Tout ce qu’il savait sur les saints mystères, il disait qu’il l’avait appris en méditant dans les bois. Et il aimait à dire à ses amis que ses seuls professeurs avaient été les chênes et les hêtres. Un jour, — comme il le raconte lui-même dans ses écrits, — il essayait de graver d’avance, dans son esprit, les paroles qu’il dirait à ses frères ; mais voici qu’une voix lui dit : « Aussi longtemps que tu garderas en toi cette idée-là, tu n’en auras point d’autres ! » Dans ses vêtements, il aimait la pauvreté, mais non la malpropreté, disant de celle-ci qu’elle était signe ou de négligence, ou de vanité intérieure, ou de recherche de la gloire extérieure. Il avait toujours présent à l’esprit ce proverbe, qu’il répétait volontiers : « Celui qui fait ce que personne ne fait, tout le monde le remarque ! » Aussi ne porta-t-il un cilice que tant qu’il put le faire secrètement ; mais, dès qu’il vit que la chose était connue, il rejeta son cilice pour faire comme tout le monde.
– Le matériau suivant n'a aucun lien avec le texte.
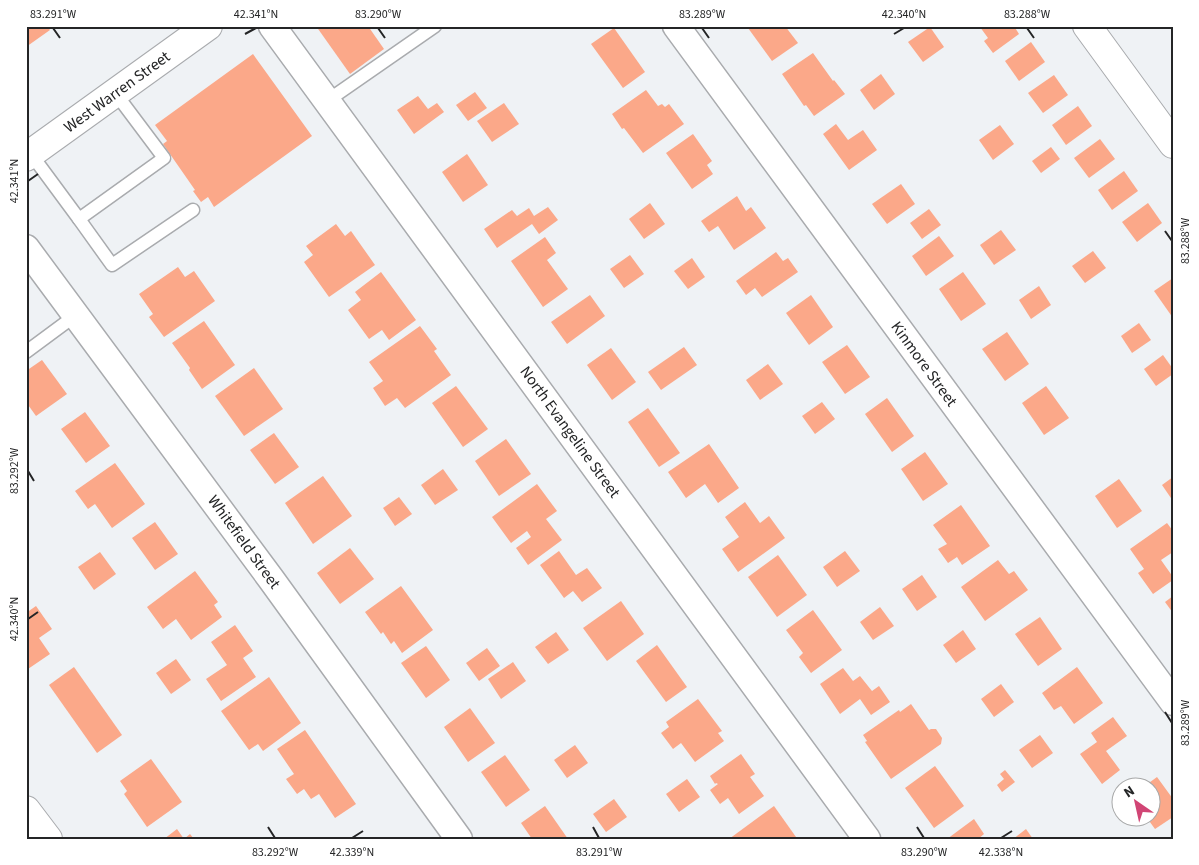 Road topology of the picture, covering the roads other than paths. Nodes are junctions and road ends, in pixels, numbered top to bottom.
1 (208, 26) edge
2 (272, 26) edge
3 (435, 26) edge
4 (676, 26) edge
5 (1087, 26) edge
6 (116, 94) junction
7 (327, 101) junction
8 (1173, 144) edge
9 (29, 156) edge
10 (193, 210) dead end
11 (79, 219) junction
12 (26, 248) edge
13 (76, 316) junction
14 (26, 352) edge
15 (1173, 702) edge
16 (26, 810) edge
17 (48, 839) edge
18 (459, 839) edge
19 (867, 839) edge

1 - 6 main road, West Warren Street
2 - 7 street, North Evangeline Street
3 - 7 lane
4 - 15 street, Kinmore Street
5 - 8 main road
6 - 9 main road, West Warren Street
6 - 11 lane
7 - 19 street, North Evangeline Street
9 - 11 lane
10 - 11 lane
12 - 13 street, Whitefield Street
13 - 14 lane
13 - 18 street, Whitefield Street
16 - 17 main road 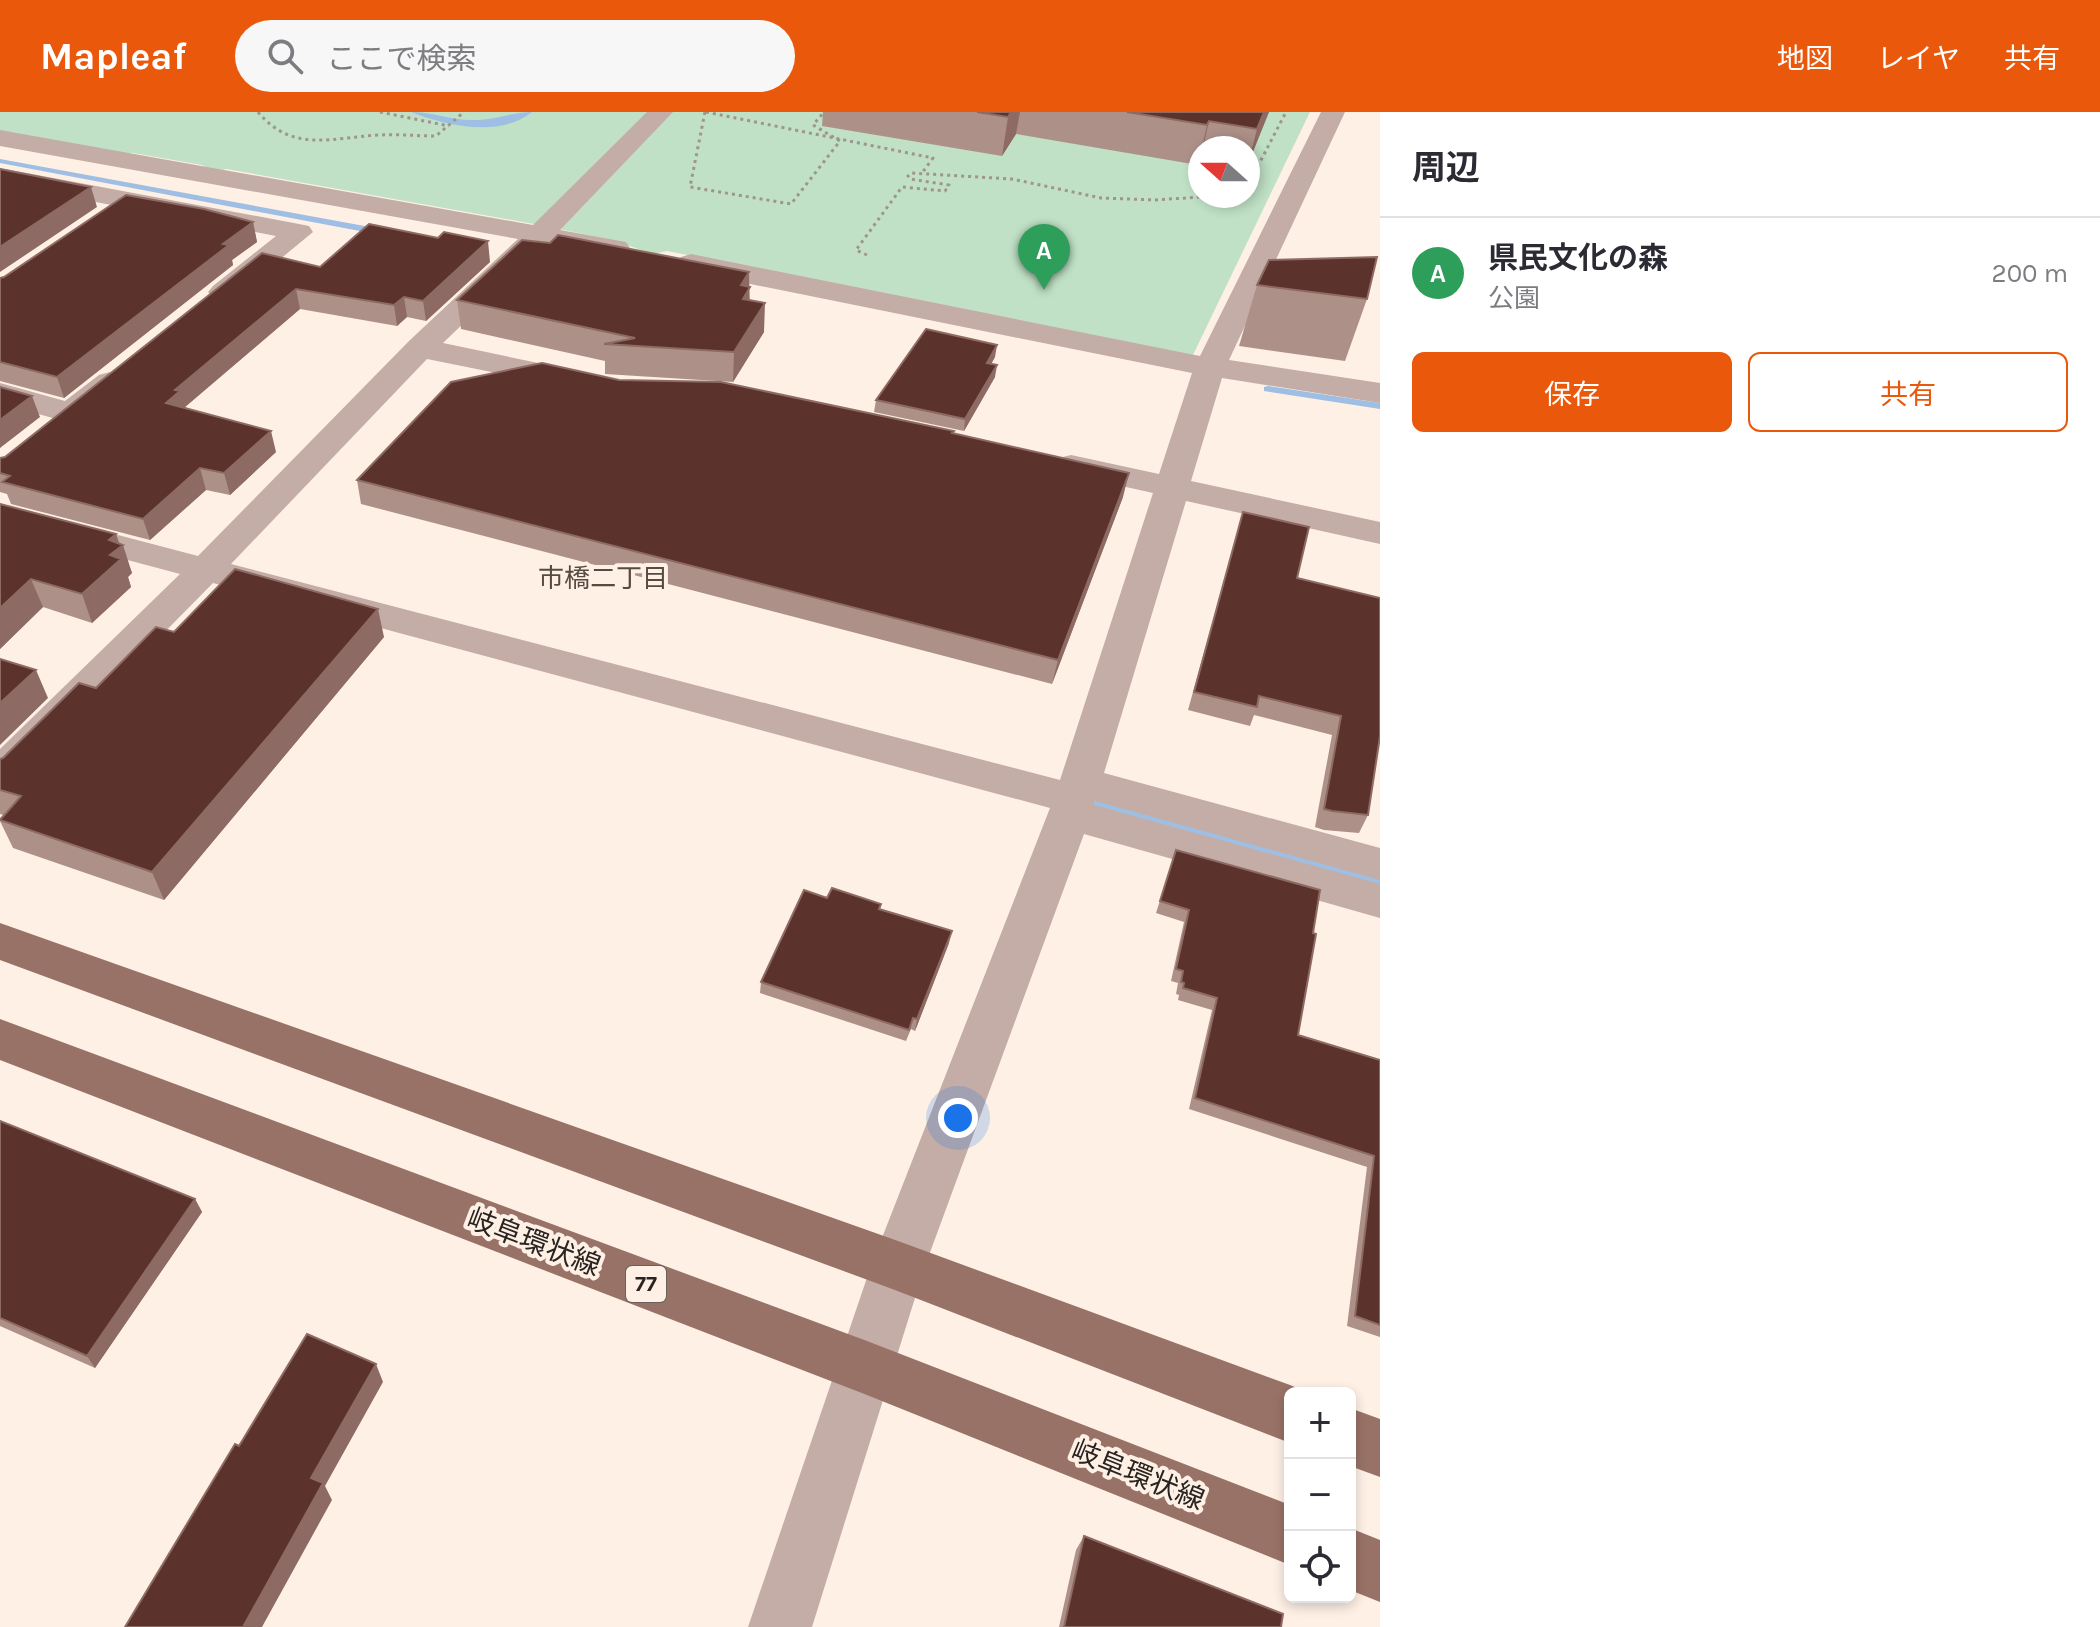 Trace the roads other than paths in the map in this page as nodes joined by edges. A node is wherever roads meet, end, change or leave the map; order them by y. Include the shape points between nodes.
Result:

Il ne cessait point de montrer, par son exemple, qu’il possédait les trois genres de patience, qui consistaient, suivant lui, à supporter les injures, la perte des biens et la peine corporelle. Un évêque, qu’il avait amicalement admonesté dans une lettre, lui répondit, avec une amertume insensée, par une lettre qui commençait ainsi : « Salut à toi, et non pas blasphème ! » — comme s’il donnait à entendre que la lettre de Bernard avait contenu des blasphèmes. Mais Bernard se borna à répondre qu’il ne croyait pas avoir en lui l’esprit de blasphème, et que jamais il n’avait maudit personne, ni surtout un prince de l’Eglise. Une autre fois, un abbé lui envoya six cents marcs pour la construction d’un monastère ; mais toute la somme fut prise, en route, par des voleurs. Ce qu’apprenant, il se borna à dire : « Béni soit Dieu, qui nous a allégés de ce fardeau ! » Enfin, une autre fois, un chanoine régulier vint le trouver et lui demanda instamment à être admis dans son monastère. Et comme Bernard l’engageait à retourner plutôt dans son église, le chanoine lui dit : « Pourquoi recommandes-tu la perfection dans tes livres, si tu ne consens pas à en laisser approcher ceux qui le désirent ? Je voudrais avoir ici tes livres pour les détruire ligne à ligne ! » Et Bernard : « Dans aucun de mes livres tu n’as lu que tu ne pouvais pas parvenir à la perfection en restant dans ton église. Ce que j’ai recommandé dans tous mes livres, c’est l’amélioration des mœurs, et non le changement de lieu ! » Sur quoi le chanoine, affolé de rage, le frappa si durement sur la joue que la rougeur succéda au coup, et l’enflure à la rougeur. Et déjà les assistants allaient se jeter sur le sacrilège, lorsque Bernard les supplia, au nom du Christ, de ne lui faire aucun mal.